S&P 500: Buy the Rumor, Sell the News on a US-China Trade Deal?
Matt Weller, CFA, CMT March 6, 2019 1:21 PM
Despite a busy economic calendar in the US this week, including yesterday’s decent ISM Non-Manufacturing report, today’s ADP employment report, and Friday’s always impactful Non-Farm Payrolls release, US-China trade developments remain the dominant driver for US stocks.
Just as we saw with the negotiations around NAFTA and South Korea, President Trump appears more interested in signing a deal that he can pitch as a “win” than forcing China into contentious structural reforms. A Bloomberg report from earlier today supports this view, with sources indicating that the President is pressuring negotiators to make a deal with China “as soon as this month” because he’s “increasingly concerned that the lack of an agreement could drag down stocks.”
In other words, the market tail is once again wagging the policy dog.
Given the S&P 500’s massive 20% rise of the Boxing Day low, it’s clear that the market has started to price in an agreement already, setting the stage for a potential “buy the rumor, sell the news” result if and when the two global heavyweights agree to a deal.

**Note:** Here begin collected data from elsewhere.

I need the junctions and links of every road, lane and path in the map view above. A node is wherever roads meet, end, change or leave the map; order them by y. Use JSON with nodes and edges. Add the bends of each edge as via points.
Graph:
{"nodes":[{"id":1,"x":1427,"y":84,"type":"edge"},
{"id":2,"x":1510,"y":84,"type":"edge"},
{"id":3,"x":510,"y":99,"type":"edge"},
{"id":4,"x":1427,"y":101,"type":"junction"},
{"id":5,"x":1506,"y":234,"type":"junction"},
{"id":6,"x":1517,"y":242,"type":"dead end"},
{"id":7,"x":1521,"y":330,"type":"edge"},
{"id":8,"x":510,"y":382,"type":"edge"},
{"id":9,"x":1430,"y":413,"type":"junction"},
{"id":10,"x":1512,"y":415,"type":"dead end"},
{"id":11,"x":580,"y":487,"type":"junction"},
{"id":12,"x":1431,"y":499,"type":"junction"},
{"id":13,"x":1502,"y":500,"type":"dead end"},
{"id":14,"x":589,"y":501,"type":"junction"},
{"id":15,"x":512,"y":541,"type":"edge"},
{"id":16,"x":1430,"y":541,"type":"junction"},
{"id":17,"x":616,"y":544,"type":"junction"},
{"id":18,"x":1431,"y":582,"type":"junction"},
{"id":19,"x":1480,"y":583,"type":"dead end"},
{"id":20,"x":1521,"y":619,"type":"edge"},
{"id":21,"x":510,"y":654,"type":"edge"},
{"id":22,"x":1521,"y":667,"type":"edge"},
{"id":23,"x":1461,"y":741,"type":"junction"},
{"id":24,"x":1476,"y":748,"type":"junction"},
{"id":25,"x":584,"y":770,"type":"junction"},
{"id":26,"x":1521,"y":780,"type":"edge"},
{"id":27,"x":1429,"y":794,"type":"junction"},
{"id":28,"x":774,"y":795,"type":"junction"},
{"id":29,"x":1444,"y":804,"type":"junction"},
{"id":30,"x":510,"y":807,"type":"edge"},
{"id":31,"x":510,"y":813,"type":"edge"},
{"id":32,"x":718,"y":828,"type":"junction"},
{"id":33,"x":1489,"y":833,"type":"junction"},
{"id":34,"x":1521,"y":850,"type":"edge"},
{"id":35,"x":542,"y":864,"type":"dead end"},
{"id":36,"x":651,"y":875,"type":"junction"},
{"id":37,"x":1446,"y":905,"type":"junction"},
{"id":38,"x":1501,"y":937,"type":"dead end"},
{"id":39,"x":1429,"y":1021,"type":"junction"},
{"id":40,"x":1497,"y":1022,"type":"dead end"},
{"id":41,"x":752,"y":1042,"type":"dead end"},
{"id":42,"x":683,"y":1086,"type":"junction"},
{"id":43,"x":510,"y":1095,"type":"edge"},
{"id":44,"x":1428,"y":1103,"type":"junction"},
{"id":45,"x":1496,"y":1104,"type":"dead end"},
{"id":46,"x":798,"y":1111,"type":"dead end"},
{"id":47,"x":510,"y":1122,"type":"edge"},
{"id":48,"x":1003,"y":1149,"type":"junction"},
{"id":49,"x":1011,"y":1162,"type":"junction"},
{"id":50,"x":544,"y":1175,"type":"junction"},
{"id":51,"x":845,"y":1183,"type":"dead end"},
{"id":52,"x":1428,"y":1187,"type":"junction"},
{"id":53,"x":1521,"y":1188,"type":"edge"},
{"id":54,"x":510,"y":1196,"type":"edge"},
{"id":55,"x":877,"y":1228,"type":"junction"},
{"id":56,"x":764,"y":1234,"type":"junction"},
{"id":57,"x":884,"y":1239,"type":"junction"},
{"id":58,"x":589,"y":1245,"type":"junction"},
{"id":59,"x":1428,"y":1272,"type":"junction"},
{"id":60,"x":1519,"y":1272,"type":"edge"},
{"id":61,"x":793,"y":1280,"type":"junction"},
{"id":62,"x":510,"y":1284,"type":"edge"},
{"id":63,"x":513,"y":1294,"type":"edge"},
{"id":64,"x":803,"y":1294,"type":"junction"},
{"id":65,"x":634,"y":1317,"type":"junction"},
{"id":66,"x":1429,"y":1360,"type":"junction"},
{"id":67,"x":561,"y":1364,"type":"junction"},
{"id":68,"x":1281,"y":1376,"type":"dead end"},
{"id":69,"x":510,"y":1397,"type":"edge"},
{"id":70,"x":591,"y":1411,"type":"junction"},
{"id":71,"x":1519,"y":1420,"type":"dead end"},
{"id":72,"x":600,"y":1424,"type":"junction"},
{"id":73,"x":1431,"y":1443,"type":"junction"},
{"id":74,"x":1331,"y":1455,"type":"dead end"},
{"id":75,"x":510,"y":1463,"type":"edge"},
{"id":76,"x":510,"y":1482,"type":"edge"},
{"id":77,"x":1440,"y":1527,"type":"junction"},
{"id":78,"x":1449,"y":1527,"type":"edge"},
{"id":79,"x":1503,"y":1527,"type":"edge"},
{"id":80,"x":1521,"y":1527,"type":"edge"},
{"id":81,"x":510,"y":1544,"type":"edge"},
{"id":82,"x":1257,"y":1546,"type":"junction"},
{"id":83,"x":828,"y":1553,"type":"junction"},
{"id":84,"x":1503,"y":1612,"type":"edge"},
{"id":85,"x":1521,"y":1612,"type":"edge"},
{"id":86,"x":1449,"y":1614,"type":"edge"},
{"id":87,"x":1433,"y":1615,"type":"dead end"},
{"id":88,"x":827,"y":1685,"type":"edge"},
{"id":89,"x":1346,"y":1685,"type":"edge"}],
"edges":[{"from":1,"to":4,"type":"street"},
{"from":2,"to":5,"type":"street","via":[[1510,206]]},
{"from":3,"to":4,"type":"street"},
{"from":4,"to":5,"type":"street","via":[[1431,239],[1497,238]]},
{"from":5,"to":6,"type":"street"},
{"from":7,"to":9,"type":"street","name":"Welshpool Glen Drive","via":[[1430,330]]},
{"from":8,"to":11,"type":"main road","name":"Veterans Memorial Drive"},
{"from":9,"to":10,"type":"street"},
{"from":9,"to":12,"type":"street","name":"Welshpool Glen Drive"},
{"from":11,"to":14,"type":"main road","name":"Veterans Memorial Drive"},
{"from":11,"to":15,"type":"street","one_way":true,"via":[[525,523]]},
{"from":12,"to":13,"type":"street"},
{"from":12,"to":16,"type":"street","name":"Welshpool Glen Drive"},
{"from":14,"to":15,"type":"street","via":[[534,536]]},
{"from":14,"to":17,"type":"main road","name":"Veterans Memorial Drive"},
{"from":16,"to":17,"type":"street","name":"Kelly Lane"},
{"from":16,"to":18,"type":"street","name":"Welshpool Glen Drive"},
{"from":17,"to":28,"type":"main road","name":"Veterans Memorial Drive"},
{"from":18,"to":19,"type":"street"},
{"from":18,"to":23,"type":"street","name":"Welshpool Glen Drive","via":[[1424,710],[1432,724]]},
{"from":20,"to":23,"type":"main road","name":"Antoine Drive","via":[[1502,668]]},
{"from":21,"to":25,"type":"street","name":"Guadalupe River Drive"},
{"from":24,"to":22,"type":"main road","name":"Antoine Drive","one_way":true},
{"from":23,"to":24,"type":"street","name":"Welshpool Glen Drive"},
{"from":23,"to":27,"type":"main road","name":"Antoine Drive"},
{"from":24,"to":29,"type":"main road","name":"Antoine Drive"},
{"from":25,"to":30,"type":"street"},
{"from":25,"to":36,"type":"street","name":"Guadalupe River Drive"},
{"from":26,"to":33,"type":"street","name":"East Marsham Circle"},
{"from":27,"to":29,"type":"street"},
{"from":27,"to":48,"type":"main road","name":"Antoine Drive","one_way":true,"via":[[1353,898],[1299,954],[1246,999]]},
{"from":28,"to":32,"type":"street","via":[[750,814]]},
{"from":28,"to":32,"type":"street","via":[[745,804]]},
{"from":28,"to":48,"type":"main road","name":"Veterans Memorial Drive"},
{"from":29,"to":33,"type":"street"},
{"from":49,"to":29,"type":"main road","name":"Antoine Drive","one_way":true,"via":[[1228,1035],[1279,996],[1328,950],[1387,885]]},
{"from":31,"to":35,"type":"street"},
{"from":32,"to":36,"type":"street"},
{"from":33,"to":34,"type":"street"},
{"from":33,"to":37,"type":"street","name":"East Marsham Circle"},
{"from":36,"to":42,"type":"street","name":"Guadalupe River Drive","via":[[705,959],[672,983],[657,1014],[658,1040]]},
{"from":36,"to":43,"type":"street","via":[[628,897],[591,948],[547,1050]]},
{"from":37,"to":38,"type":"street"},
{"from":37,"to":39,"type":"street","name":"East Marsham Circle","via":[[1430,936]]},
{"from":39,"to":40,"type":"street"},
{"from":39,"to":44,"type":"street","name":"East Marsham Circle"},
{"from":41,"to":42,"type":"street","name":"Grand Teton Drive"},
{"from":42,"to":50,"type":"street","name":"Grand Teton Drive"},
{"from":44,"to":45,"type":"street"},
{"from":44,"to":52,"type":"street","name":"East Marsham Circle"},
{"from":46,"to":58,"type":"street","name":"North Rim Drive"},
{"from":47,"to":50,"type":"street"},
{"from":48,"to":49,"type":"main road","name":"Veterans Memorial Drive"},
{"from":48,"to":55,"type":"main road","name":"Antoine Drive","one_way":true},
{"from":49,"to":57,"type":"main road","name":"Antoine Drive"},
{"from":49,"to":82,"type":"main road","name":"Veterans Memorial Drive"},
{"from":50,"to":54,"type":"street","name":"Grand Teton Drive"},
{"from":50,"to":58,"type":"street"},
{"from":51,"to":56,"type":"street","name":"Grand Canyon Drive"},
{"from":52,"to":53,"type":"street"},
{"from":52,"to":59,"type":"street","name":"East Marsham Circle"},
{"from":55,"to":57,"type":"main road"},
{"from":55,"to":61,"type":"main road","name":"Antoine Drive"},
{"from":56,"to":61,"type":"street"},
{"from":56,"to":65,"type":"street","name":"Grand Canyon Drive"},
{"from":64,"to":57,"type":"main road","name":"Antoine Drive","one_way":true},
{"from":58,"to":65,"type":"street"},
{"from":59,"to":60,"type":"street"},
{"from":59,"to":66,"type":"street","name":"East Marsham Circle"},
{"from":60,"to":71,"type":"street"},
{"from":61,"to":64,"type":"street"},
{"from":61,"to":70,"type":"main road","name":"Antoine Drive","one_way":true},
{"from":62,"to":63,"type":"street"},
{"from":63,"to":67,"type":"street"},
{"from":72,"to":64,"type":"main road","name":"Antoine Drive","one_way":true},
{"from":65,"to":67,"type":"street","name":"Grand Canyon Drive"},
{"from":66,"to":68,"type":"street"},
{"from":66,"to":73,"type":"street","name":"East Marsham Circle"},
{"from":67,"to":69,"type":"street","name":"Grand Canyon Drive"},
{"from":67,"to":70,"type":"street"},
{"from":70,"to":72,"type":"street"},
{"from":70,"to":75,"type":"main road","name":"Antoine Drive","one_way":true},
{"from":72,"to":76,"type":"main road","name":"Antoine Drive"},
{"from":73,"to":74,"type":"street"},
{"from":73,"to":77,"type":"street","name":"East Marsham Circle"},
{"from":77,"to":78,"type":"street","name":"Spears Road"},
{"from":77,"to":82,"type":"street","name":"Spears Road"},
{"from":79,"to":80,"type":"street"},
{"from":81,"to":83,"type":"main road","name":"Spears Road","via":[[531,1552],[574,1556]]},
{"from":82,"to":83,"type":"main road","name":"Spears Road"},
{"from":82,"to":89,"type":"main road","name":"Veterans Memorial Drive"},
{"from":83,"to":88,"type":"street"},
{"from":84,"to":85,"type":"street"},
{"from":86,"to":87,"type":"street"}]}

In the short term, traders will be watching Monday’s range for near-term direction. A break above the 78.6% Fibonacci retracement of the Q4 2018 drop at 2813 could open the door for a move up toward the upper-2800s, while a break below rising channel support could expose the early February low near 2700 next. With both the RSI and MACD indicators starting to roll over, weak economic data could be the catalyst for a breakdown in US stocks.